The Finley Stadium Board of Directors was told of all the activity that has nothing to do with football which takes place at the stadium every weekend. The field is now being used on a regular basis for practice, games and soccer clinics with a new partner, the Chattanooga Football Club.
This is a great partnership, said Executive Director Paul Smith, and a new way of bringing in revenue at this time of the year. The facilities are also being used as a gathering place for races and fundraisers and the Stadium Club for catered events.
The new budget has money designated for marketing the stadium to attract even more events, especially those that would put people in seats that will buy food. “It’s exciting to see what is going on here,” said board member Ricki Pierce.
Another new source of revenue will come from concessions and catering services that are now being done in-house. Hayley Bates came to Finley Stadium from the Tennessee Aquarium where she was in charge of food and beverage services and will now be in charge of that part of the business at Finley. The stadium is also in the process of obtaining a beer and liquor license so that alcoholic beverage sales can be handled in-house as well. The combined income from food and beverage sales is predicted to double to $150,000 from last year when it was handled by Randy Carpenter’s contract catering business.
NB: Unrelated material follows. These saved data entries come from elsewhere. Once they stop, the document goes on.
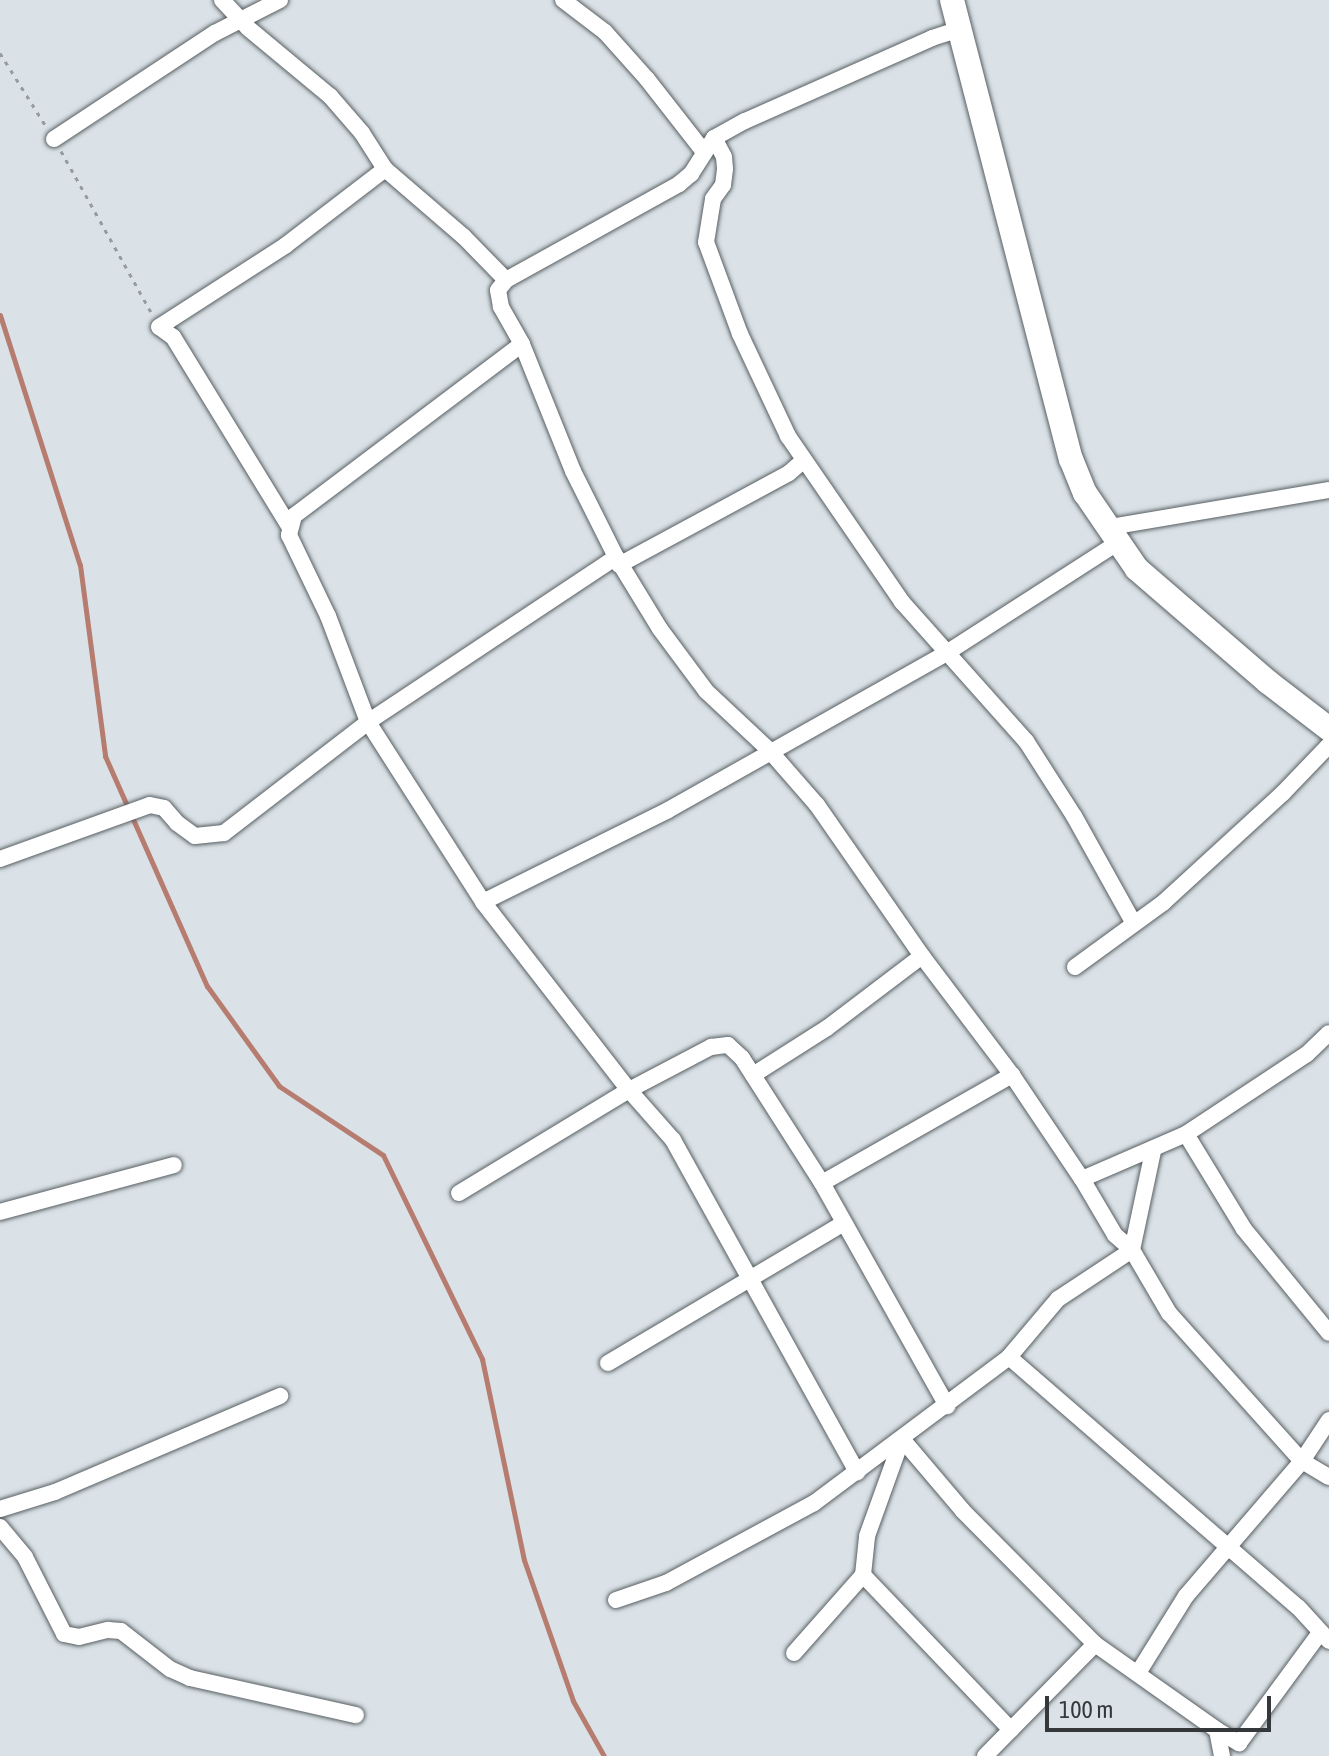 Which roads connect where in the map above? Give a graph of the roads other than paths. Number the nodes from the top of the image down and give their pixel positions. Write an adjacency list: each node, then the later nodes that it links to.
1 (222, 0): 5 (street)
2 (280, 0): 5 (street)
3 (563, 0): 8 (street)
4 (952, 0): 6 (street)
5 (240, 21): 7 (street); 9 (street)
6 (960, 29): 8 (street); 15 (street)
7 (54, 139)
8 (709, 145): 10 (street); 12 (street)
9 (385, 169): 10 (street); 14 (street)
10 (506, 280): 11 (street)
11 (522, 344): 14 (street); 16 (street)
12 (803, 461): 16 (street); 17 (street)
13 (1329, 490): 15 (street)
14 (289, 526): 18 (street)
15 (1113, 535): 17 (street); 19 (street)
16 (618, 561): 18 (street); 21 (street)
17 (945, 654): 21 (street); 24 (street)
18 (368, 722): 22 (street); 23 (street)
19 (1329, 729)
20 (1329, 745): 24 (street)
21 (769, 750): 23 (street); 25 (street)
22 (0, 859)
23 (483, 902): 30 (street)
24 (1133, 922): 26 (street)
25 (922, 956): 28 (street); 29 (street)
26 (1075, 967)
27 (1329, 1033): 31 (street)
28 (753, 1075): 30 (street); 35 (street)
29 (1012, 1075): 34 (street); 35 (street)
30 (629, 1090): 36 (street); 40 (street)
31 (1186, 1134): 32 (street); 41 (street)
32 (1153, 1151): 34 (street); 39 (street)
33 (174, 1165): 37 (street)
34 (1082, 1179): 39 (street)
35 (822, 1183): 38 (street)
36 (459, 1193)
37 (0, 1212)
38 (844, 1223): 40 (street); 45 (street)
39 (1132, 1250): 42 (street); 48 (street)
40 (750, 1279): 43 (street); 49 (street)
41 (1327, 1327)
42 (1009, 1357): 45 (street); 53 (street)
43 (608, 1363)
44 (280, 1396): 51 (street)
45 (947, 1406): 47 (street)
46 (1329, 1420): 48 (street)
47 (902, 1439): 49 (street); 54 (street); 57 (street)
48 (1302, 1461): 50 (street); 53 (street)
49 (857, 1472): 55 (street)
50 (1329, 1477)
51 (0, 1509)
52 (0, 1527): 60 (street)
53 (1226, 1546): 56 (street); 59 (street)
54 (863, 1575): 58 (street); 61 (street)
55 (616, 1600)
56 (1324, 1637): 62 (street)
57 (1095, 1644): 59 (street); 61 (street)
58 (794, 1653)
59 (1138, 1673): 62 (street)
60 (356, 1715)
61 (1011, 1730): 63 (street)
62 (1217, 1730): 64 (street)
63 (985, 1756)
64 (1222, 1756)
Before the application is made for a beer permit, the license held by the previous caterer must be surrendered because it used the stadium’s address. The board of directors also must give approval, which is dependent upon being satisfied that the insurance coverage is sufficient. Representatives from J. Smith Lanier & Co., the insurers, were at the board meeting to hear concerns from the board.
The facility has always been “wet,” the license is just being changed. Liability was already there when the caterer held the permit, but the board just did not realize it, said Gordon Davenport Jr. Of special concern is the personal liability of the board members, their spouses and employees of the stadium corporation. It must be “non-recourse,” said Ryan Crimmons about the insurance. A risk -management company has been hired to provide an opinion. Mr. Smith has a goal of getting the license at the July 17 meeting of the Chattanooga Beer Board.
The stadium is now 18 years old, with the average life expectancy of a stadium being 40 years, said Chairman Bryan Patten. The support group Friends of Finley has raised money for improvements to the facility during that time. Now several major projects are needed and the board is committed to not allowing the Friends of Finley fund to get below $50,000.
Mike Davis, board member in charge of capital improvements, reported that negotiations are underway for replacing the artificial turf. There are also issues with replacing some of the seating, and areas of the building need caulking. He asked the board for and was given approval to begin a $600,000 fundraising effort over the next two years for capital improvements.
Projects with the highest priorities will be done as money is received. The work most needed is to replace the turf. The goal to do this is by the start of the 2015 football season. UTC Athletic Director David Blackburn has joined the stadium board in determining the turf and the supplier to use. Negotiations are still in process but at this time, the quote from AstroTurf, a company located in Dalton, Ga., is the most attractive proposal.
“We have a fabulous facility,” said Mr. Patten and need the fundraising effort to keep up the quality. He and the executive director are also determined to “create a win-win relationship with UTC athletics,” and will be looking for the football program and UTC to share in maintenance of Finley Stadium. He noted that coach Russ Huesman has transformed the capabilities of the football program that will likely take the team to new levels and so it is anticipated that attendance will be high at the games this season.
Income from a proposed cell phone tower on the stadium property will provide money that has never been available before. A new design has been presented which is a structure that will hold three signs. A proposal from Wireless Properties presented to the board at the last meeting would pay $853 per month or 30 percent of the rental fees from providers that use the tower. This amount is seen as insufficient by Mr. Smith and the board. Mr. Smith said that he is still in negotiations for the style of the tower and for getting a rental price that he considers to be reasonable.
In the financial report, growth in revenue is anticipated from increased parking fees and the rental of two additional sky boxes. Charges have been raised for rentals of the stadium facilities and pavilion in addition to the increasing number of events being held. Security will now be done in-house and will be charged to users. This is budgeted to supply $10,000 of new income. Savings should also come from most of the maintenance being done by staff members versus contract workers and more efficient use of utilities. The addition of the partnership with Chattanooga Football Club will provide $30,000 of new revenue this year. The Chattanooga Convention and Visitors Bureau is giving the stadium $30,000, which is $10,000 less than last year. First Tennessee Bank is giving $52,500 and the city of Chattanooga is contributing nothing.
Increased expenses include money budgeted for marketing the facilities, higher payroll expenses due to having two directors for a period of time. The cost of supplies needed to create a catering service will also add to the expenses. Insurance costs are up a little due to wider coverage and because an alcohol rider has been added. A new item on the expense side of the financial report is for money to be set aside each year in a “depreciation fund.” This year, $50,000 is budgeted for the purpose of taking care of maintenance issues in the future.